Philadelphia Sheriff Chris DeAngelo returns to solve the killing of a political candidate’s wife, complete with a plethora of suspects and motives, in this thriller.
Checking on a car accident, DeAngelo’s taken aback when realizing the body behind the wheel is Sherry Mills, wife of Republican senator/gubernatorial hopeful Steven Mills. But it gets worse: her death was by gunshot. Mayor Elaine Strick wants to expedite the investigation and get it out of the papers, because her town of Macon is suffering from the notoriety surrounding a recent serial-killer case, which the sheriff wrapped up. She nominates the husband as the initial suspect, but then Strick’s also supporting Mills’ primary opponent, Rupert Kerman. As it turns out, there are quite a few people who had reason to prefer Sherry dead. Whoever had been supplying her with pills, for one, may have wanted her silenced, as would certain individuals with knowledge of her affair with a restaurant owner.
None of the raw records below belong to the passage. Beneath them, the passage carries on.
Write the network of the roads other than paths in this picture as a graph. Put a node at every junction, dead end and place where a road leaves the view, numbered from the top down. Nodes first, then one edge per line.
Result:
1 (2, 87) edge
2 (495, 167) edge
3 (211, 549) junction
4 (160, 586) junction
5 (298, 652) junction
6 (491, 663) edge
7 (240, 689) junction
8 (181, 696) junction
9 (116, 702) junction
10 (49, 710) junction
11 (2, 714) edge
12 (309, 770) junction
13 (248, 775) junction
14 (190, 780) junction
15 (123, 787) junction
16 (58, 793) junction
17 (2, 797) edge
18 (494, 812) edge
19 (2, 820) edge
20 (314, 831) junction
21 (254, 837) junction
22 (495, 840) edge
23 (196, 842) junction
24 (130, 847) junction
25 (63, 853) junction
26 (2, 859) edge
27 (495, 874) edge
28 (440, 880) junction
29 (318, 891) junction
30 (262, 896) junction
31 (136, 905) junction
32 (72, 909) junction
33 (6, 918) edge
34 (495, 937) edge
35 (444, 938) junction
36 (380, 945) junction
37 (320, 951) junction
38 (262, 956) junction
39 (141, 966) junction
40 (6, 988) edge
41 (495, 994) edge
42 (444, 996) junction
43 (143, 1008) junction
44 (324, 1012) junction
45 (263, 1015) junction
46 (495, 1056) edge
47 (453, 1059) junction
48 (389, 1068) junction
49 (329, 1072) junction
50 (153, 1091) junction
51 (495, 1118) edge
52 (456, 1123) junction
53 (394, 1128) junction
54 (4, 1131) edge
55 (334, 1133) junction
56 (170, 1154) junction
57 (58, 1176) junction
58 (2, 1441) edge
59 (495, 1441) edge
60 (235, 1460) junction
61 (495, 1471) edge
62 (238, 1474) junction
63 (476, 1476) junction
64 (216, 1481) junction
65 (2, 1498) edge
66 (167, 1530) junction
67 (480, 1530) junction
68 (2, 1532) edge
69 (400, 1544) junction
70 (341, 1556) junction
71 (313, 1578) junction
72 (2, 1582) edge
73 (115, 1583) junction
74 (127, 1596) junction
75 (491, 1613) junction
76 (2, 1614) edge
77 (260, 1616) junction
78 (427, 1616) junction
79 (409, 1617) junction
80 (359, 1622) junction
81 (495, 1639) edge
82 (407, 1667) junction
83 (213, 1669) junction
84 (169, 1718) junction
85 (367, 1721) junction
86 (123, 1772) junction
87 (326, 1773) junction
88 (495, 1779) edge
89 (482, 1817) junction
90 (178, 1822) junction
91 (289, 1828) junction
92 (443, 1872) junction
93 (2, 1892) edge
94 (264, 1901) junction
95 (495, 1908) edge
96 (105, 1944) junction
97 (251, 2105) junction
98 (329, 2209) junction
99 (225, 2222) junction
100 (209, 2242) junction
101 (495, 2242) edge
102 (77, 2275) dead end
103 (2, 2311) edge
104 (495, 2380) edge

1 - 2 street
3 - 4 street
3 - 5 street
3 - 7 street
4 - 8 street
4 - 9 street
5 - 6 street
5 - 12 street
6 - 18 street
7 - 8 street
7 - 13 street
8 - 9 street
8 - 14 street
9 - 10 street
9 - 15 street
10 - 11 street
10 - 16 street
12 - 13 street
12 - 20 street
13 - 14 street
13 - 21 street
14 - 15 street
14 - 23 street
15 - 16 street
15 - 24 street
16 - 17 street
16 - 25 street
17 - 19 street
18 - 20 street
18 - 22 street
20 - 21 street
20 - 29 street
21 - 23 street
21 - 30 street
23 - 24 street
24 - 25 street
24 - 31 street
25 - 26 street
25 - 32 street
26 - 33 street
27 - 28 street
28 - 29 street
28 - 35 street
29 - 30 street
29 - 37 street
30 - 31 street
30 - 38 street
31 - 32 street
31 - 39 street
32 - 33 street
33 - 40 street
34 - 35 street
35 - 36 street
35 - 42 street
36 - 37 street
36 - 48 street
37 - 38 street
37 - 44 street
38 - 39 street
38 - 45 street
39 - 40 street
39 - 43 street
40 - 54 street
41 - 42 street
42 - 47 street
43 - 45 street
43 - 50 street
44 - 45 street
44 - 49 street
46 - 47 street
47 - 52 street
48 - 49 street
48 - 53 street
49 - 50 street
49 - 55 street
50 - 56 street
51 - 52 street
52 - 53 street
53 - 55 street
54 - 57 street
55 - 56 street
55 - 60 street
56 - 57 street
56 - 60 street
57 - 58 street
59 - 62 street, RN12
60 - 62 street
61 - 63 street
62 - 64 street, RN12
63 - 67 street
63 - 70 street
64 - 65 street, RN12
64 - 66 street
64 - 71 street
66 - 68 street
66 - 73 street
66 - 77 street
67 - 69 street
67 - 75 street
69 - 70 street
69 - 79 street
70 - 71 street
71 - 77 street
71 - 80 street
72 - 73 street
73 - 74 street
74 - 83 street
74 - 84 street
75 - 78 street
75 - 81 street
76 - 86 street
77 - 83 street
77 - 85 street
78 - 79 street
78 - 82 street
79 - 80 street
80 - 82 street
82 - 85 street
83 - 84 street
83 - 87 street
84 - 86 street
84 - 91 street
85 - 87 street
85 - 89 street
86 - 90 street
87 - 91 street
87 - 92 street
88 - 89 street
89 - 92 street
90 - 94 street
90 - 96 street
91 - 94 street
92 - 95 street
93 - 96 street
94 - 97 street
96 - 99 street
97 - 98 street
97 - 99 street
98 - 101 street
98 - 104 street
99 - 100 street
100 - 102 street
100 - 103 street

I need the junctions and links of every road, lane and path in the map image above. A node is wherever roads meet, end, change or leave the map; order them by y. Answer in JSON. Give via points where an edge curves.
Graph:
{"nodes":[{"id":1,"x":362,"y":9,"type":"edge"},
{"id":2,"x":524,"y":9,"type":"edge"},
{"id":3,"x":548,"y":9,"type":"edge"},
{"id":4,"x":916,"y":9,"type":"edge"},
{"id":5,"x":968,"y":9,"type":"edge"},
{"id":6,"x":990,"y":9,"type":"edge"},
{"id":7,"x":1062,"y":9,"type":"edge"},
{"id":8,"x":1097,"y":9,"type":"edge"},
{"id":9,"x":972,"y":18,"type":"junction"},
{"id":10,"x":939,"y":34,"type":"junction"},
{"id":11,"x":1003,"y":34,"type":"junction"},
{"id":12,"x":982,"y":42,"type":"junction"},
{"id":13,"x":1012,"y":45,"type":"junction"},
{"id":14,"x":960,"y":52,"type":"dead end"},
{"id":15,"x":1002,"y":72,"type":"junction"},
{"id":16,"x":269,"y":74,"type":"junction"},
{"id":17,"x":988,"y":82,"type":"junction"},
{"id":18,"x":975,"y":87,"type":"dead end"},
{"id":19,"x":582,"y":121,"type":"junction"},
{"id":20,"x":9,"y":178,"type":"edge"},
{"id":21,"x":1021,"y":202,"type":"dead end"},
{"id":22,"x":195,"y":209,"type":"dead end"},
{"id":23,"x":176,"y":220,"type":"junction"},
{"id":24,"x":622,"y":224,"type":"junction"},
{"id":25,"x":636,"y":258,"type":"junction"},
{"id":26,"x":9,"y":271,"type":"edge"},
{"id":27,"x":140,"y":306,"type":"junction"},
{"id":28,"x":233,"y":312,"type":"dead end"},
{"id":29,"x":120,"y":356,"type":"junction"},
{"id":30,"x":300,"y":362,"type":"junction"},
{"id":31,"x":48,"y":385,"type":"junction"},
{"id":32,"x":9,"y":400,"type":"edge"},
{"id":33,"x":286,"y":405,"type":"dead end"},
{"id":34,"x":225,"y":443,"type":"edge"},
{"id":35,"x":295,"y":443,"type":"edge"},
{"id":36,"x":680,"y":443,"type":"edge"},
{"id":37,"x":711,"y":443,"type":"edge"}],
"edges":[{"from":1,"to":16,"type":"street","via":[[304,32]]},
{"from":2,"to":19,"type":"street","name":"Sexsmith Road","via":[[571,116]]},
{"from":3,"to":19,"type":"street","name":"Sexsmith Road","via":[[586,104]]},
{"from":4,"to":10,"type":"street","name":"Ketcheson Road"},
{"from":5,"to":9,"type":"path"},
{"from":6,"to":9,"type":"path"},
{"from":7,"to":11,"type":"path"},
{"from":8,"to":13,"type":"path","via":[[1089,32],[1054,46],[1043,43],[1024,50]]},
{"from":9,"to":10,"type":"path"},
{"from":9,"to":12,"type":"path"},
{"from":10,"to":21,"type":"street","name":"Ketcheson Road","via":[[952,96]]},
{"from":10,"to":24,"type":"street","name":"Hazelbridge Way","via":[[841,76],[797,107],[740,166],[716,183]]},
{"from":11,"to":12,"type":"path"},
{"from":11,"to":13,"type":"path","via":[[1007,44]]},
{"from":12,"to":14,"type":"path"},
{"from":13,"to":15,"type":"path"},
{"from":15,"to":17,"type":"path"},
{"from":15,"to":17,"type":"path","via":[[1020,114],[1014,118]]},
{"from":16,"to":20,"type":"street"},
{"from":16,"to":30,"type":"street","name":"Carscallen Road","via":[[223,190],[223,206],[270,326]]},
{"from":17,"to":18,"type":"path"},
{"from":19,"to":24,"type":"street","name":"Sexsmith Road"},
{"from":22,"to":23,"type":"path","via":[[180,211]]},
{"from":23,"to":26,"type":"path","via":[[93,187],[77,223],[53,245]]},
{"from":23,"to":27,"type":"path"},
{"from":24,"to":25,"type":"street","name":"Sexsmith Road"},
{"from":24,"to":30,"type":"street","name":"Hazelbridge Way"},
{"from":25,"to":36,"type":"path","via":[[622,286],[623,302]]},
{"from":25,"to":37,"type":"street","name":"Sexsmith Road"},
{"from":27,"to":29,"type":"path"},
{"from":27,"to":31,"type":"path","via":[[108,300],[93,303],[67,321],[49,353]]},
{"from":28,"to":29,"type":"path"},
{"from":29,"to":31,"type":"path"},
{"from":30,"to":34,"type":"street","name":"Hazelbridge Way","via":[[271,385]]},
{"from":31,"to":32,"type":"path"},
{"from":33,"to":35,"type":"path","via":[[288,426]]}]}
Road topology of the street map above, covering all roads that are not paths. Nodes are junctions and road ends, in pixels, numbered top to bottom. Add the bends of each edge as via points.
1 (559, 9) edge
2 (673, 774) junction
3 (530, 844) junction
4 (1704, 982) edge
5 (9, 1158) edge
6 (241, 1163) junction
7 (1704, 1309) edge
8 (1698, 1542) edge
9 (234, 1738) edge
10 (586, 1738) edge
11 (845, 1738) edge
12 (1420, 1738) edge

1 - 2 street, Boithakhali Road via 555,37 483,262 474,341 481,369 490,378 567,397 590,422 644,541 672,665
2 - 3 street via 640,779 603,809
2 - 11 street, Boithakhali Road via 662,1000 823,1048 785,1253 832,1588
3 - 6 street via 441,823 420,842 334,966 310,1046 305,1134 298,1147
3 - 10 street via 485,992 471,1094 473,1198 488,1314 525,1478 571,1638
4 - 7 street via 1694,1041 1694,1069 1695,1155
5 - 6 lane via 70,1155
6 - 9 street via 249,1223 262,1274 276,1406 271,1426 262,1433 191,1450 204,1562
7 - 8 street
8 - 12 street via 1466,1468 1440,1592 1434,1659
DeAngelo and his always-reliable deputy, Rosemary Tippets, sift through the evidence to narrow the suspect list, but the most likely person winds up a murder victim, leading to further questions. The sheriff soon comes across more bodies and finds himself in someone’s cross hairs, in a town where everyone seems to use the same .308-caliber rifle that killed Sherry. Mucci’s (A Season to Kill, 2015) tale is dense with plot, which includes an assortment of felonious deeds, from blackmail and burglary to a mobster’s presence. Pinning down a murderer—if it’s just one—is a challenge, but with DeAngelo at the helm, it’s likewise absorbing. The sheriff, for example, rarely sways; sure, he takes time to flirt with “super-hot bartender” Maryanne, but only because she works at the restaurant owned by one of his suspects. DeAngelo layers his first-person narrative with cynicism, equating a snow-covered property with “an arctic outpost in desperate need of resupply.” But he combines this hard-boiled detective quality with a pragmatic outlook, which truly makes him stand out: he’s a struggling alcoholic who still drinks, just less than usual. The sheriff’s a work in progress, knowing his success requires time and effort, an approach he applies to his investigations.
A measured pace as methodical and practical as the murder story’s diplomatic protagonist.